The subtitle for this post could be “How to make sure the guy after you doesn’t hate you – making code legible”

As the newest Ace Associate and java-junky-Jason-Jones points out – code is read significantly more often than it is written

He then also used the term “behooves” correctly – so perhaps he just felt in the mood to wax lyrical.

Anyways.

The underlying logic for the functions PMT\IPMT\PPMT is not that difficult. Basically: for a fixed term loan you are to work out the full repayment, the interest component and the principle component. Obviously as you go through the loan period the ratio of interest to principle decreases, you pay more interest at the front when your principle amount is high and more principle at the end when the amount owing has diminished.

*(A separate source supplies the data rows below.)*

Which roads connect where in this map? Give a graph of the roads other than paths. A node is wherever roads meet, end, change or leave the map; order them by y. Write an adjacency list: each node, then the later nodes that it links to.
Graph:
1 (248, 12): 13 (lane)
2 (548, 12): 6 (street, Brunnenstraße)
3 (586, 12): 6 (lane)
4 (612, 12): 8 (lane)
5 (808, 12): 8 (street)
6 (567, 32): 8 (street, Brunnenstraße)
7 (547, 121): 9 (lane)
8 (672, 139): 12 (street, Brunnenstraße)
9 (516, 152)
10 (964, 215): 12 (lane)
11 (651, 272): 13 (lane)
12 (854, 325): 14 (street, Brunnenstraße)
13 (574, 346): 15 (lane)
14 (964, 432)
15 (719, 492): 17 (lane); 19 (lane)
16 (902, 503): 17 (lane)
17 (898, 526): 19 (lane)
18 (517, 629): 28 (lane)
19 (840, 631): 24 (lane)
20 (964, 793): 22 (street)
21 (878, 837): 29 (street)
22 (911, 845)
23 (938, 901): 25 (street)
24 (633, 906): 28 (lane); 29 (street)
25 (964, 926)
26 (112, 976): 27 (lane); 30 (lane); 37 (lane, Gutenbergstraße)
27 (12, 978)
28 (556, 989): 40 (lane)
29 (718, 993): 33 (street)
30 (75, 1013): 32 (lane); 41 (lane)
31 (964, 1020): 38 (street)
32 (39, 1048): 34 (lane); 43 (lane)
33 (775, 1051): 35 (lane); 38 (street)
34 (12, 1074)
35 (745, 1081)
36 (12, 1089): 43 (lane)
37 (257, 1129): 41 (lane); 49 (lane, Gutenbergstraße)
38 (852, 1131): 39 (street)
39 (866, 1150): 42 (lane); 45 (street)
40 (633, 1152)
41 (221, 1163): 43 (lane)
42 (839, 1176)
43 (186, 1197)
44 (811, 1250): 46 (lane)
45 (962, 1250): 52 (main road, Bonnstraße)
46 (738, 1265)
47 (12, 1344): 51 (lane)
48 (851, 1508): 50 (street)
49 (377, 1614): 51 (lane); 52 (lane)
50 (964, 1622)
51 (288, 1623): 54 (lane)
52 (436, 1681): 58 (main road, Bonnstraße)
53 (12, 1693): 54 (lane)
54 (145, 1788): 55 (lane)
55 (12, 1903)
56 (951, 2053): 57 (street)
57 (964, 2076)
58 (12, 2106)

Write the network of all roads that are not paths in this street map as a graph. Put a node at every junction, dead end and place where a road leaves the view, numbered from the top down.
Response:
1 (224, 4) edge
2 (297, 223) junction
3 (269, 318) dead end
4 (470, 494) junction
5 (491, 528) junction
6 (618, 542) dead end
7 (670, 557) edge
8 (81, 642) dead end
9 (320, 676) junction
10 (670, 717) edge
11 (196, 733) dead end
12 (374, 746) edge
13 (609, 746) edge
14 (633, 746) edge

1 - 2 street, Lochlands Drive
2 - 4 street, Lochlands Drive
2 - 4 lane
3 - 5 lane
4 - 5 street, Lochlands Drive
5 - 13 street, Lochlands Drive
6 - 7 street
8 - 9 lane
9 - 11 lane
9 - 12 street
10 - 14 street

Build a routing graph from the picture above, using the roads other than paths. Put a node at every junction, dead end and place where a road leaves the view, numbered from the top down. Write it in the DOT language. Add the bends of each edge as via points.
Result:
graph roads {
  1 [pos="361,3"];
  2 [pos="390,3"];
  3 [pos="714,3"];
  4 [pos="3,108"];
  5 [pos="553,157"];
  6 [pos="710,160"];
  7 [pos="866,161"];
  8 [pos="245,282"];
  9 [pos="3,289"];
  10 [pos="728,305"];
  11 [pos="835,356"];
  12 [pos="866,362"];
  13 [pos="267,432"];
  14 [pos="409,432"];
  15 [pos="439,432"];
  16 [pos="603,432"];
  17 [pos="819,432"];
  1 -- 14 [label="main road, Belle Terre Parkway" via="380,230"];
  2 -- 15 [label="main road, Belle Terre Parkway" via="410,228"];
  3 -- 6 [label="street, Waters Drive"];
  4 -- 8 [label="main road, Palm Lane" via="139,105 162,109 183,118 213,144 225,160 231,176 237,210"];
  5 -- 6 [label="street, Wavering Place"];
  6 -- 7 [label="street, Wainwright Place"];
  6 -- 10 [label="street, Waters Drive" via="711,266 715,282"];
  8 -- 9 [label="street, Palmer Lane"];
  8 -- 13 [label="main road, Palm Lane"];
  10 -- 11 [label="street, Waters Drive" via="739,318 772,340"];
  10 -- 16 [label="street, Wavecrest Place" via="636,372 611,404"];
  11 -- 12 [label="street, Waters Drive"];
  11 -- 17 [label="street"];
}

For a thorough and absolutely fantastic walk through of how to convert the excel function into code (including examples of Java & SQL!) you should definitely go and read this article by Kevin Cross . Actually – you should go and read it anyway – it’s an incredibly clear yet detailed discovery document, stepping through all of the issues, giving exceptionally clear examples (and counter-examples) and then finishes with a multitude of questions and answers for specifics. If the rest of world’s software documentation was half as good as this then there would be significantly fewer stressed developers (and a hell of a lot less random posting to stack overflow)!

And in Essbase?
So. To convert what is there to essbase functions. It should be noted that I’m cheating a little – this is really the IPMT and PMT functions in their default state, with a simple loan type and no value remaining at the end.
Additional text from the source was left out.